«Geschlechtergerechte Sprache ist ein Ausdruck von Respekt»: Heute lesen, was morgen im EA steht
Sprache betrifft uns alle – denn täglich reden wir als Männer mit Frauen oder als Frauen mit Männern. «Gendern» will uns animieren, eine geschlechtergerechte Sprache zu verwenden. Das gefällt nicht allen. Mona Birchler, Kommunikationsfachfrau aus Einsiedeln, bezieht im Interview Stellung.
Wolfgang Holz
Frau Birchler, wenn man sagt: «Ich gehe zum Arzt» – ist das aus Ihrer Sicht als Frau unkorrekt mit Blick auf eine geschlechtergerechte Sprache?
Mit Sprache schaffen wir Realitäten und erzeugen Bilder im Kopf. Wenn Sie sagen: «Ich gehe zum Arzt» gehe ich davon aus, der Arzt ist ein Mann. Ist der Arzt jedoch eine Frau, ist es sprachlich unkorrekt, weil unpräzis. Übrigens: Der Duden anerkennt seit Kurzem «Arzt» als «die männliche Form» des Ärzteberufs.
In die vorige Frage hat sich übrigens noch ein weiteres «männliches Wort» eingeschlichen: man. Wie stehts damit? Darf dieses Allerweltswörtchen, das wohl die meisten – ohne gross nachzudenken – heutzutage überhaupt noch guten Wissens verwendet werden?

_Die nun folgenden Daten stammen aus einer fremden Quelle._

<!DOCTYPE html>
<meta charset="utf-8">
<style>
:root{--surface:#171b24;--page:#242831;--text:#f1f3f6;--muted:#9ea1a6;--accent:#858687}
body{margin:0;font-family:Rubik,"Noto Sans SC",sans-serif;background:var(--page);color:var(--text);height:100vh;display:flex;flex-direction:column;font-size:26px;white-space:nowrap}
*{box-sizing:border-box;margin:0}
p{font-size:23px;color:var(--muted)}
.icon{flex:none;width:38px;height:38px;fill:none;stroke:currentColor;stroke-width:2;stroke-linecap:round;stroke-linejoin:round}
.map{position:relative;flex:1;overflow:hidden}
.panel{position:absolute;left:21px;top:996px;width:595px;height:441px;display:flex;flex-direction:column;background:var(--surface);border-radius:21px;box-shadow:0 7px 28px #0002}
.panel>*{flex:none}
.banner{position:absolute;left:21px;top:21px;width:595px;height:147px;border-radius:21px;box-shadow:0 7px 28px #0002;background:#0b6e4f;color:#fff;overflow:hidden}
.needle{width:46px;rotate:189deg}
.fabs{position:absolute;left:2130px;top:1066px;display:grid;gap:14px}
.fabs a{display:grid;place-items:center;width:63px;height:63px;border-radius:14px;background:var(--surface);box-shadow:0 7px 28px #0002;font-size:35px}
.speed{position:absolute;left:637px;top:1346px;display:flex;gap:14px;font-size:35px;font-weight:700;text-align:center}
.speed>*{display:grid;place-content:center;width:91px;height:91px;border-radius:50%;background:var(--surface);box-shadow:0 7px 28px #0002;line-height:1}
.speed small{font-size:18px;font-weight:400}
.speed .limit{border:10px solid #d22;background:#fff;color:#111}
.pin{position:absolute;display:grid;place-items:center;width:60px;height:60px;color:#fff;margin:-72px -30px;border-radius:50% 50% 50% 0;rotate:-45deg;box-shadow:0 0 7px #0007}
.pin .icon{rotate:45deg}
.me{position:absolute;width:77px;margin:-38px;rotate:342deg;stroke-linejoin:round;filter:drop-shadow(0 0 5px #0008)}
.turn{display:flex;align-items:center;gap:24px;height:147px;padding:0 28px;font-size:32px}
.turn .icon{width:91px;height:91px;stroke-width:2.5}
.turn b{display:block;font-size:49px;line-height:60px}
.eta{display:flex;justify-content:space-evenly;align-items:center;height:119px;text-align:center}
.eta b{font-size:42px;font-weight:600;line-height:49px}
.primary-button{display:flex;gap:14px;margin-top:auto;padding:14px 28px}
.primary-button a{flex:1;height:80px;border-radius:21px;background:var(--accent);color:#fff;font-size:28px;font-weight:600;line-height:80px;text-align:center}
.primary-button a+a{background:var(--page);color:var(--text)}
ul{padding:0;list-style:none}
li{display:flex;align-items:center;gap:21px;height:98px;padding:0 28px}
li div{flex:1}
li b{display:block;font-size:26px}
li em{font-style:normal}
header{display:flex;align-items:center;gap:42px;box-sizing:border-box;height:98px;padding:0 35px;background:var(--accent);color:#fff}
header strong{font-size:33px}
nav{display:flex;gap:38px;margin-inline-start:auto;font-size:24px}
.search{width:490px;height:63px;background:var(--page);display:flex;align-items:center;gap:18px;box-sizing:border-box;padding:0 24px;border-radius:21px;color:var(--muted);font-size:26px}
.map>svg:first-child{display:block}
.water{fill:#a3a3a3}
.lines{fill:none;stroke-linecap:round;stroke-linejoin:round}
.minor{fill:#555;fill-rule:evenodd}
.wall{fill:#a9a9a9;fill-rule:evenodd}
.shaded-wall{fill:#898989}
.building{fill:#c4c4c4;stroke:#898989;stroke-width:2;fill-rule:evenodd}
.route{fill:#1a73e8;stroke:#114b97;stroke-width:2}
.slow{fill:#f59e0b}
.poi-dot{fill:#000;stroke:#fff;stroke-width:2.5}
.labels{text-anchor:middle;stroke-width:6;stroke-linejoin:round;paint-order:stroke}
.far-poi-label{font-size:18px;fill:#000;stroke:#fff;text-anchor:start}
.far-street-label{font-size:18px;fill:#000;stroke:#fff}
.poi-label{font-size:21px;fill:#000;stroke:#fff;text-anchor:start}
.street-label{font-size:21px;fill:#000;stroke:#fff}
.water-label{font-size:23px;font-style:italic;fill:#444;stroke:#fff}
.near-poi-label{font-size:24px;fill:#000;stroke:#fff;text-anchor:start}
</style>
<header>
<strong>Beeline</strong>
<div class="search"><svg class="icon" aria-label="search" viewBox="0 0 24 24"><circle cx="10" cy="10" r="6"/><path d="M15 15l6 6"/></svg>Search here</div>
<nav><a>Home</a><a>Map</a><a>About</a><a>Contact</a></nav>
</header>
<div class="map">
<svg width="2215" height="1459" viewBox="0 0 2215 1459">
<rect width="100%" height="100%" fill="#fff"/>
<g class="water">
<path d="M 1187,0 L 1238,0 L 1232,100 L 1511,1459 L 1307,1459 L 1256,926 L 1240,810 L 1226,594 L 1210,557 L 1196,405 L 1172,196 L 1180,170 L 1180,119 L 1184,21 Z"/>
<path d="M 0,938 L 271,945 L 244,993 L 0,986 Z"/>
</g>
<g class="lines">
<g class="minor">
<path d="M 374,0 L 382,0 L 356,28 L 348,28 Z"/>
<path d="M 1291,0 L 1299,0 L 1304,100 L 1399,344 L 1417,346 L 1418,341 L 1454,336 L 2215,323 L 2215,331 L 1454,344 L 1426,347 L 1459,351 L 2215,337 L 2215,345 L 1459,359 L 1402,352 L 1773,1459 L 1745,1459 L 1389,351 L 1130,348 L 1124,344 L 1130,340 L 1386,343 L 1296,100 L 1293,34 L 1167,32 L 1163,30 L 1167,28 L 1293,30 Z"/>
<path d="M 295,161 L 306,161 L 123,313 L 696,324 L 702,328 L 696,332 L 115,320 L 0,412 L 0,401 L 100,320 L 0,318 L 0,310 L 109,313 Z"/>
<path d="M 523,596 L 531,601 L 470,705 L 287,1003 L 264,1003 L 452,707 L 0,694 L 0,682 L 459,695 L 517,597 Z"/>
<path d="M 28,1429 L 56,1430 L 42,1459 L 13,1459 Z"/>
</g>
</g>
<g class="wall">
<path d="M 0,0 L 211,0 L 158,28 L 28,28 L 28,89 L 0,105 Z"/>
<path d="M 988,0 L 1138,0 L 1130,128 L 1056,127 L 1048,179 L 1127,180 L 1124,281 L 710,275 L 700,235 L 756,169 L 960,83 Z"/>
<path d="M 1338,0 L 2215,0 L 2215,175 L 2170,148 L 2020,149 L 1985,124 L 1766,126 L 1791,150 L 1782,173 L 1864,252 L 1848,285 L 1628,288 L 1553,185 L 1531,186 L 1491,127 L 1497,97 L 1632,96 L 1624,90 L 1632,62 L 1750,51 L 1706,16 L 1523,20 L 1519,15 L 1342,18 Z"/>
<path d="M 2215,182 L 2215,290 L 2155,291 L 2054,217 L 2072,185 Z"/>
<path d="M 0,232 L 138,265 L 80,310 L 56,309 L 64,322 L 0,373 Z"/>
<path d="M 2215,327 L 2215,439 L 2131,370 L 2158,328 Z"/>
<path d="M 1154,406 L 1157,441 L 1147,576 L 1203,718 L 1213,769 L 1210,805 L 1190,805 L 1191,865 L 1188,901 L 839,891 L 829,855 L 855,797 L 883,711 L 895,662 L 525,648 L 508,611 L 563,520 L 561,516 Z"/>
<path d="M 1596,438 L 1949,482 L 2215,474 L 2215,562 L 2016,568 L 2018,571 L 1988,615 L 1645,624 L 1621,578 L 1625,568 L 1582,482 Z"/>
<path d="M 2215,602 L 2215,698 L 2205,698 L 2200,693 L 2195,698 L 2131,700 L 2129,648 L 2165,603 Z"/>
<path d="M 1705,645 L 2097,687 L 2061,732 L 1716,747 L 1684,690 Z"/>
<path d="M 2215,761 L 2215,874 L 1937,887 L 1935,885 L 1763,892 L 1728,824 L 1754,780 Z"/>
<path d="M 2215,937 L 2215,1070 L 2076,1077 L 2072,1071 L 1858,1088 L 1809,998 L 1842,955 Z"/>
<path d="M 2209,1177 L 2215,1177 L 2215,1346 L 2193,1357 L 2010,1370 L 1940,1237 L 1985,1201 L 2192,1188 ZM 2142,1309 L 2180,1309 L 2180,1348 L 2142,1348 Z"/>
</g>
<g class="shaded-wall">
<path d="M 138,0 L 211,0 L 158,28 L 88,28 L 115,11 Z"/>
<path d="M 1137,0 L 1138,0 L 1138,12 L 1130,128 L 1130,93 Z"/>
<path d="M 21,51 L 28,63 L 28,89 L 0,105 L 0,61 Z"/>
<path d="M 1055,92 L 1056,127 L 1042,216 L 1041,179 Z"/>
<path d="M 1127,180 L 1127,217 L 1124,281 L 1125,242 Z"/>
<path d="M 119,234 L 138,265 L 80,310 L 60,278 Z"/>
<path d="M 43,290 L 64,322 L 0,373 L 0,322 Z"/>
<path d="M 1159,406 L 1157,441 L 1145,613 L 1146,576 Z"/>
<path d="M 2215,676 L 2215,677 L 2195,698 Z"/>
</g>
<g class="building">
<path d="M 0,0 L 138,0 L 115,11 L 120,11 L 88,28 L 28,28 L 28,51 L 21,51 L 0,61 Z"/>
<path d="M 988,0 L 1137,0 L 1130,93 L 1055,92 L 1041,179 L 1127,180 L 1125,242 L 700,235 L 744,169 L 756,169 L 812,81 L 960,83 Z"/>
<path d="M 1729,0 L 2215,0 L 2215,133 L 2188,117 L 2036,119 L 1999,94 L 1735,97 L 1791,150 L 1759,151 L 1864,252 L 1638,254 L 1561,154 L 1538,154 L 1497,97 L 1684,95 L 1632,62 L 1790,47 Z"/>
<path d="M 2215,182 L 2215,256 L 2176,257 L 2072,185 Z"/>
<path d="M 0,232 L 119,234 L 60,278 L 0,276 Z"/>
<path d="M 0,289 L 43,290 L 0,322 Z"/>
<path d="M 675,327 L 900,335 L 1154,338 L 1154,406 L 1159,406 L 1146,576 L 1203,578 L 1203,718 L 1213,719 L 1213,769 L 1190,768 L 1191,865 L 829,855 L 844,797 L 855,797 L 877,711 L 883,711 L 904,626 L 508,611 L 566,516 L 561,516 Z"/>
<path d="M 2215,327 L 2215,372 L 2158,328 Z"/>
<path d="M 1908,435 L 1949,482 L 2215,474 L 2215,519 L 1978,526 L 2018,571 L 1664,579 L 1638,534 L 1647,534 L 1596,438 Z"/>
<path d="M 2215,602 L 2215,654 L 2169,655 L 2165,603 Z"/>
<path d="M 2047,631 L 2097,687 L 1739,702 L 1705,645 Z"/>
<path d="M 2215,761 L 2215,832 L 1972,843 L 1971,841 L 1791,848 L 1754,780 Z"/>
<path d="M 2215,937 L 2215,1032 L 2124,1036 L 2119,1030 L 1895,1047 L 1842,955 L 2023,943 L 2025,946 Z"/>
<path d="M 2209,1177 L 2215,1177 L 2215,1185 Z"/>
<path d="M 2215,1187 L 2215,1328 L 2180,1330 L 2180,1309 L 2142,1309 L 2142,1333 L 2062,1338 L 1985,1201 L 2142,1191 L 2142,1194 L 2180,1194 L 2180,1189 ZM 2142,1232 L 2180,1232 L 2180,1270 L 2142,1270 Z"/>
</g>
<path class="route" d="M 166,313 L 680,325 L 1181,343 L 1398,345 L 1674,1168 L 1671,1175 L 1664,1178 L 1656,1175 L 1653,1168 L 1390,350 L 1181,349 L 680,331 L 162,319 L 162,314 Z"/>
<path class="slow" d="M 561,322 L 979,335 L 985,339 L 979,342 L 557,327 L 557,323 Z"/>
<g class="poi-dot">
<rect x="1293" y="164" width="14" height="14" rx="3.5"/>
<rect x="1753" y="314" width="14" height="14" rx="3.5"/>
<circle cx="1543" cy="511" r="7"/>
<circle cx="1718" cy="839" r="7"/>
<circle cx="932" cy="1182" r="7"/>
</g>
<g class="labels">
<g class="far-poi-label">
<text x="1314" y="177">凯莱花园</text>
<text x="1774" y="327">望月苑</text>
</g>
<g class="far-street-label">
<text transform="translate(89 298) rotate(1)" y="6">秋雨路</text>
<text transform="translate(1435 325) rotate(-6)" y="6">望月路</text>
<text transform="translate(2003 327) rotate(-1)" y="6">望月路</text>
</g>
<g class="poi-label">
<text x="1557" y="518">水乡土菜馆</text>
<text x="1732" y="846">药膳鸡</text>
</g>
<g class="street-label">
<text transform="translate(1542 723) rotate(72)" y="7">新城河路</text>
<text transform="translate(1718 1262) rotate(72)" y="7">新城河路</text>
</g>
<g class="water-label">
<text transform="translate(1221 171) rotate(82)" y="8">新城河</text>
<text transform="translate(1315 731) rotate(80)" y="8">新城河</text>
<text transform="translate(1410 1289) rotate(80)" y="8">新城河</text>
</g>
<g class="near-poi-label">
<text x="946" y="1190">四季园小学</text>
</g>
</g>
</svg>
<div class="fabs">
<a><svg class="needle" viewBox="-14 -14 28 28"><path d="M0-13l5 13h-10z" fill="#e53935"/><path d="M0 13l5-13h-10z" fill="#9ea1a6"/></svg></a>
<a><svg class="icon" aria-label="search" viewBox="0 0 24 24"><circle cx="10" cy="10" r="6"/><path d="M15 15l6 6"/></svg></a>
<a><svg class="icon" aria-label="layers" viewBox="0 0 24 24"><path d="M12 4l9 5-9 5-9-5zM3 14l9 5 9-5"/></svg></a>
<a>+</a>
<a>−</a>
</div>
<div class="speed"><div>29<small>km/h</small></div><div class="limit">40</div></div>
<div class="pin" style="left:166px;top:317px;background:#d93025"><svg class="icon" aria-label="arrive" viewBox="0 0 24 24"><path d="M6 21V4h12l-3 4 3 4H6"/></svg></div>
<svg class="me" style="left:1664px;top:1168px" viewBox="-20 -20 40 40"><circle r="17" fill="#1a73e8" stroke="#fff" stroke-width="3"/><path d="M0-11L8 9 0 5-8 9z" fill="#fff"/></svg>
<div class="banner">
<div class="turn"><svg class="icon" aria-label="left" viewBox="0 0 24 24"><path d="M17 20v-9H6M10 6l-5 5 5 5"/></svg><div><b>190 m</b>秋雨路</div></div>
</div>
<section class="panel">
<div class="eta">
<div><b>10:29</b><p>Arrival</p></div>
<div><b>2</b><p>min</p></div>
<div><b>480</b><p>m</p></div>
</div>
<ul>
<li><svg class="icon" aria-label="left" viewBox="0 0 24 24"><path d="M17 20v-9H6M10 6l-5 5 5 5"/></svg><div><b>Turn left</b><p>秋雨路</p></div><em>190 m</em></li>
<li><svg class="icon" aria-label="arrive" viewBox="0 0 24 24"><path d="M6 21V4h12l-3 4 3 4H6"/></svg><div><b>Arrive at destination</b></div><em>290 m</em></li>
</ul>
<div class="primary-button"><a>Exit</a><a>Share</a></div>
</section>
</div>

Laut Wortdefinition ist das Wort «man»: «Jemand, stellvertretend für eine unbestimmte Person». Ich kann Sie also beruhigen. Es gibt keine Busse, wenn Sie nicht «gendern». Sie können sich jedoch fragen, was das Ziel Ihrer Überlegung ist. Von welchen Zielen sprechen Sie? Sie können sich zum Beispiel überlegen, was Sie mit Sprache erreichen wollen – Präzision zum Beispiel. Wen genau wollen Sie ansprechen? Sprache lebt und entwickelt sich, sie ist nicht etwas Starres, das nicht angetastet werden darf. Wie auch immer: Vorzuschreiben, wie man sprechen oder schreiben soll, funktioniert nicht. Aber das Thema polarisiert und es ist relevant. Gewohnheiten zu verändern, kann verunsichern und die Anpassungen sind tatsächlich manchmal skurril. Mir graust vor der Gästin, dem feminisierten Gast. Da gibt es elegantere Lösungen.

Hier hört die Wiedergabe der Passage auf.